Schließlich erfordert der Erhalt eines sicheren und zugleich offenen Internets, dass wir ein inklusiveres Multilateralismus-Modell entwickeln, das nicht nur Regierungen, sondern auch Vertreter der Zivilgesellschaft, des Privatsektors und der Wissenschaft zusammenbringt.
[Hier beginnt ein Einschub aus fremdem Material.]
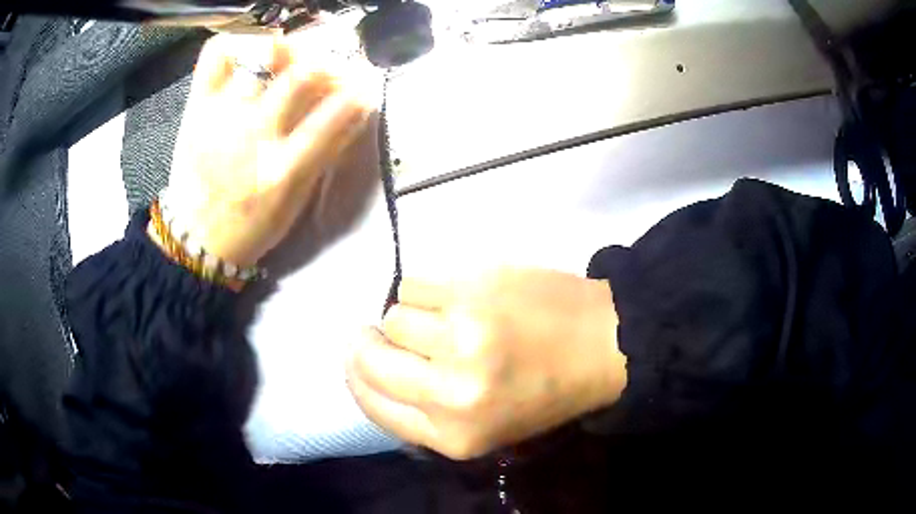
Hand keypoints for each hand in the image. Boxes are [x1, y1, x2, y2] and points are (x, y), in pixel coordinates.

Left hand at [155, 34, 379, 267]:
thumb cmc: (250, 225)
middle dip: (327, 64)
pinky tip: (250, 49)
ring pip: (262, 56)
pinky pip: (216, 55)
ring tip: (289, 57)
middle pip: (301, 75)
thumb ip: (325, 152)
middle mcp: (252, 136)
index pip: (334, 116)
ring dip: (288, 49)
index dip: (358, 93)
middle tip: (327, 69)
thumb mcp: (296, 200)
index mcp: (282, 171)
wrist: (195, 237)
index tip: (364, 87)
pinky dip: (237, 41)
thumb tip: (355, 109)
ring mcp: (221, 116)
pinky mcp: (197, 106)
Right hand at [346, 268, 626, 459]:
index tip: (357, 357)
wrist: (603, 343)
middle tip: (375, 332)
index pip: (373, 404)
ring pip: (394, 316)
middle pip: (371, 358)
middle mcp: (452, 391)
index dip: (357, 377)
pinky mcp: (474, 289)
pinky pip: (415, 283)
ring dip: (407, 316)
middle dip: (366, 343)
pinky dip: (425, 289)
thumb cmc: (546, 392)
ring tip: (440, 318)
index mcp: (454, 436)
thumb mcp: (485, 430)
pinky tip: (453, 295)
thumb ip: (425, 414)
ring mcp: (463, 335)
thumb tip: (372, 372)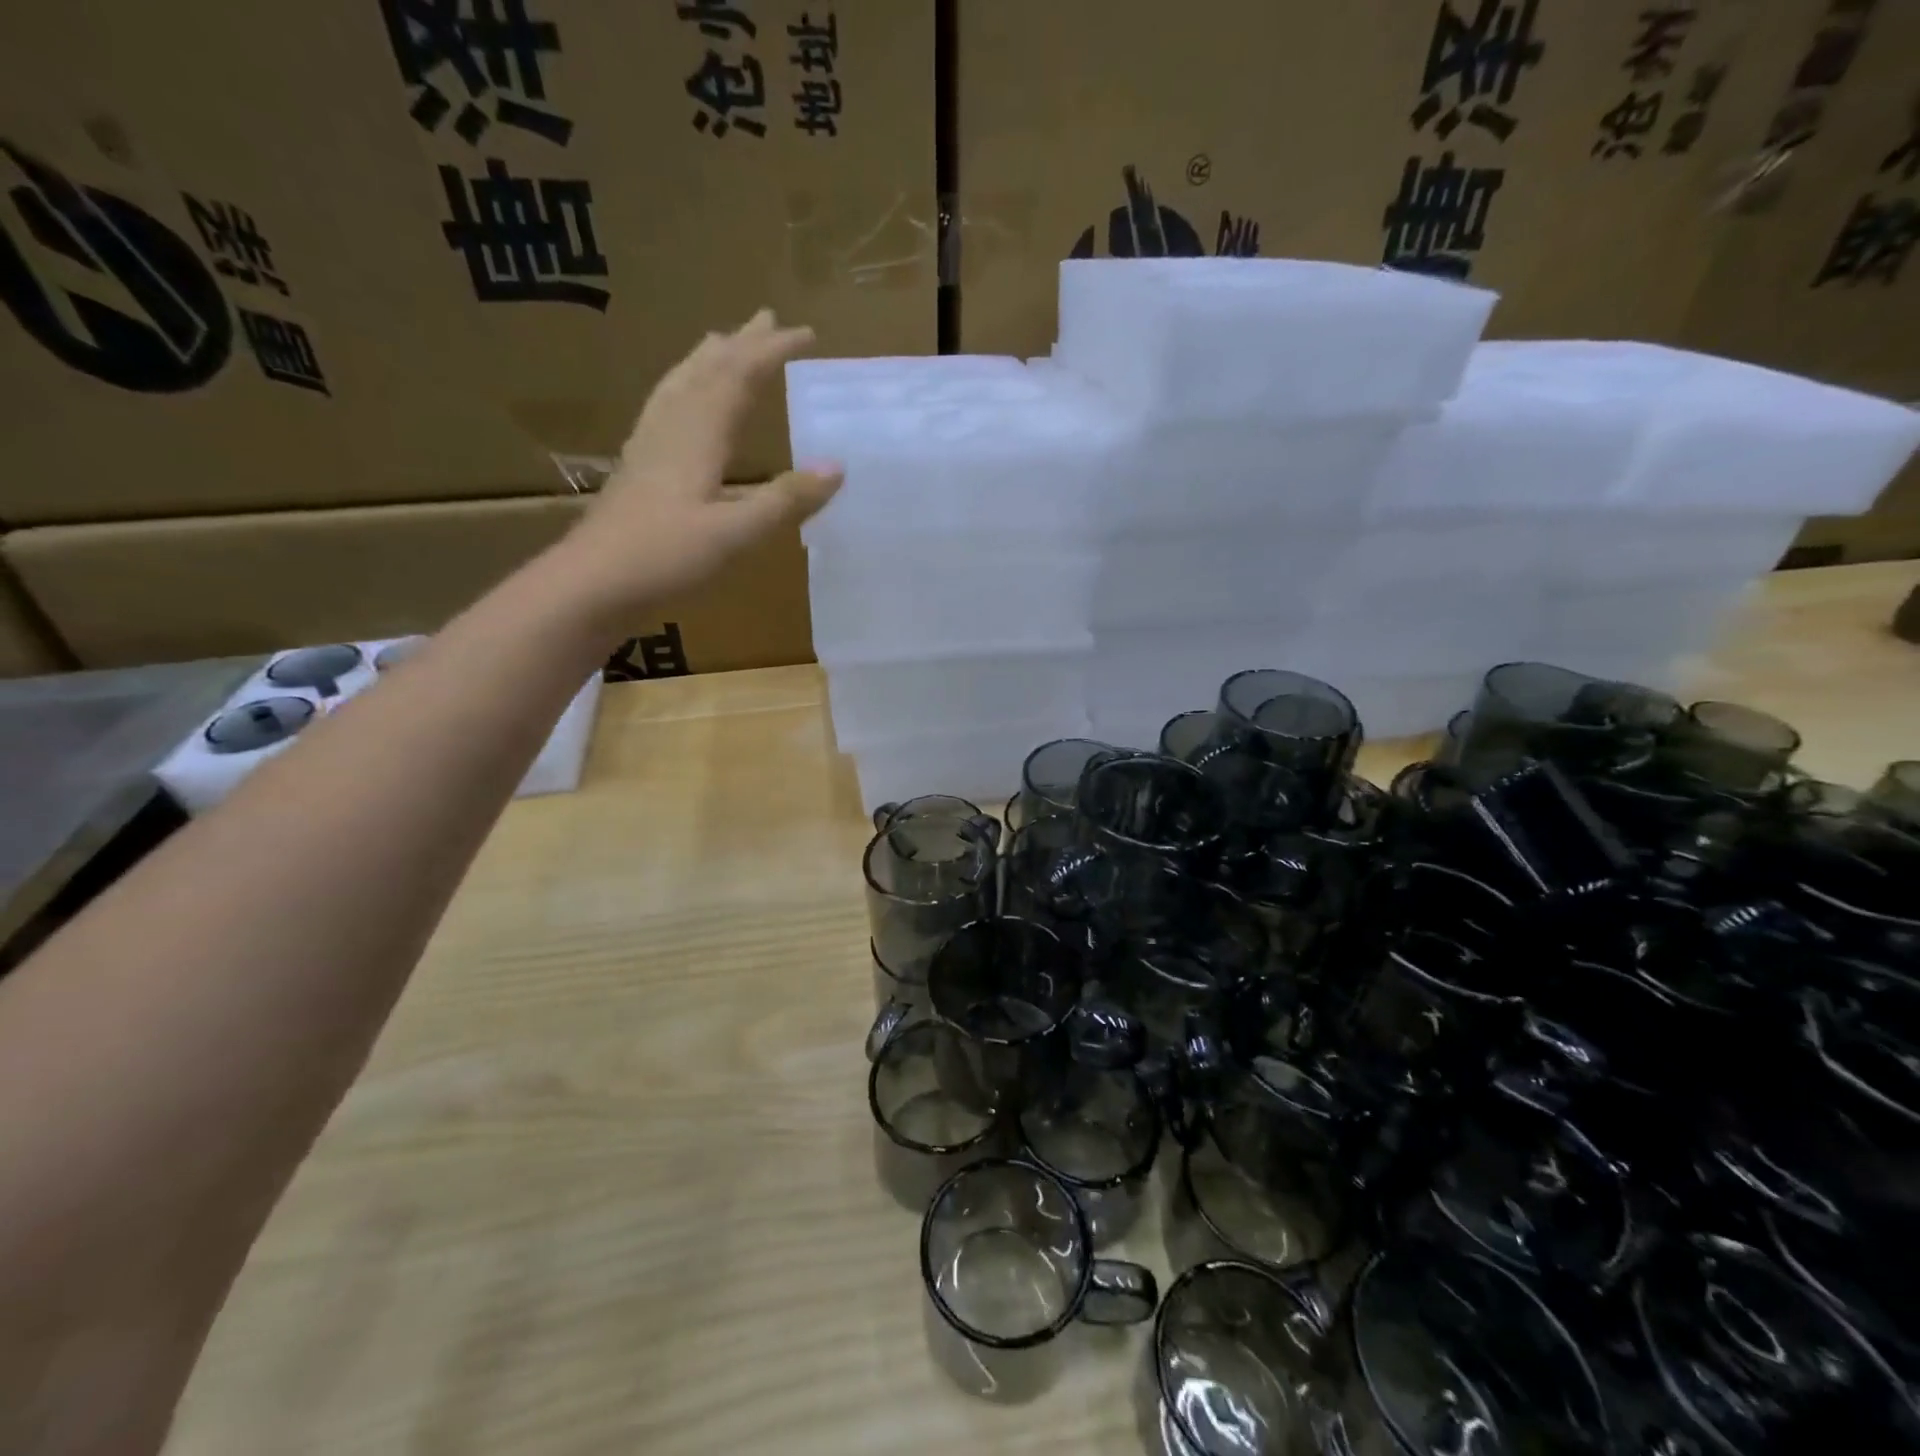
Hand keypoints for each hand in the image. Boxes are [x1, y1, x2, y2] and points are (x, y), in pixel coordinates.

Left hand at [560, 310, 842, 614]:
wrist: (591, 585)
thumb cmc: (666, 559)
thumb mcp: (736, 534)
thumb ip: (786, 500)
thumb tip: (837, 467)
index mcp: (698, 436)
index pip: (739, 377)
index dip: (772, 352)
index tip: (806, 334)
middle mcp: (671, 429)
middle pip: (707, 371)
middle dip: (741, 343)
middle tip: (767, 318)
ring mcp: (648, 447)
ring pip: (680, 385)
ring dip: (707, 359)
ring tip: (721, 342)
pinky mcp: (637, 469)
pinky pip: (664, 409)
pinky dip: (682, 390)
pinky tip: (680, 406)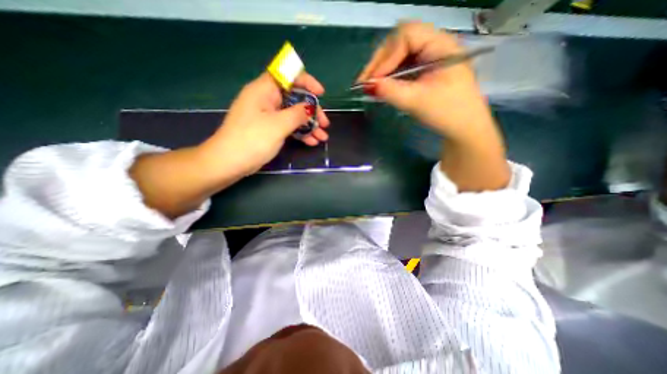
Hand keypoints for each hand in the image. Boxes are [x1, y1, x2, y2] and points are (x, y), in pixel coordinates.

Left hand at [202, 73, 329, 177]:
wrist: (230, 162)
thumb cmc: (252, 139)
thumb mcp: (278, 125)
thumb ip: (297, 114)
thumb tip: (310, 107)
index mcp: (264, 90)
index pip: (288, 75)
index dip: (306, 81)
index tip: (320, 94)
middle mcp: (266, 100)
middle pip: (294, 98)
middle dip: (312, 111)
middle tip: (325, 124)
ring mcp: (268, 116)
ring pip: (293, 115)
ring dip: (309, 125)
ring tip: (322, 137)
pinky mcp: (269, 129)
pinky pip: (288, 126)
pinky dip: (300, 133)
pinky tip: (311, 142)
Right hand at [360, 22, 511, 192]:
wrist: (464, 128)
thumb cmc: (447, 113)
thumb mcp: (417, 102)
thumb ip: (391, 91)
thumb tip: (368, 85)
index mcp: (441, 45)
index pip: (406, 36)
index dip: (386, 57)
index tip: (372, 80)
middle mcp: (435, 44)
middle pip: (400, 41)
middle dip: (380, 61)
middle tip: (365, 82)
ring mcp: (430, 57)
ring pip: (399, 54)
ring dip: (383, 68)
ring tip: (371, 85)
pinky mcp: (425, 70)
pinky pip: (403, 66)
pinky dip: (390, 75)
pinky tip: (383, 86)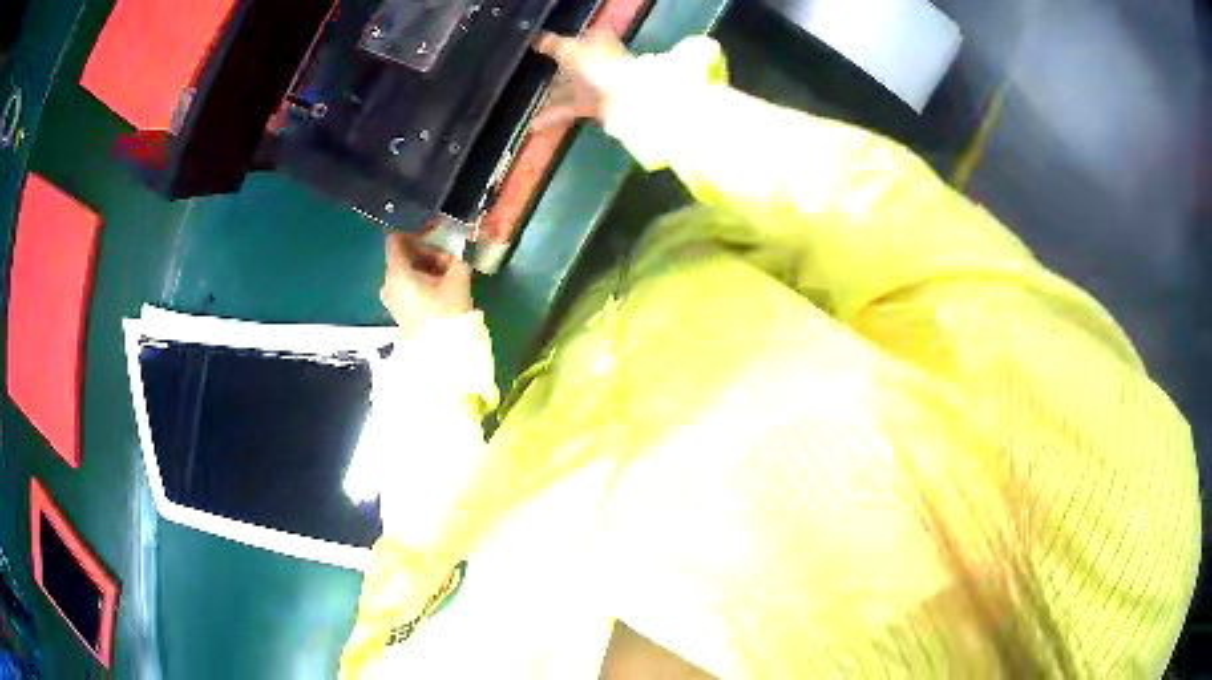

Dieses Modell kann dann unsere Aktivitäten innerhalb internationaler Organisationen – von den Vereinten Nationen über die Welthandelsorganisation bis hin zur Internationalen Fernmeldeunion – leiten, um sicherzustellen dass internationale Regeln zweckmäßig sind.
Bei all dem wird ein roter Faden, der aus gemeinsamen Prinzipien gewoben ist, unsere Bemühungen leiten, eine stärker auf den Menschen ausgerichtete digitale Transformation zu erreichen. Eine Transformation, die die Vorteile von Technologien maximiert und die damit verbundenen Risiken minimiert. Im Cyberspace wie in der analogen Welt wird Europa weiterhin für globale Grundwerte eintreten. In der Allgemeinen Erklärung der Menschenrechte von 1948 wurden die Würde des Menschen, das Recht auf Privatsphäre und auf Nichtdiskriminierung sowie die Rede- und Glaubensfreiheit verankert. Es ist unsere gemeinsame Pflicht, dafür zu sorgen, dass auch die digitale Revolution diesen Zielen gerecht wird.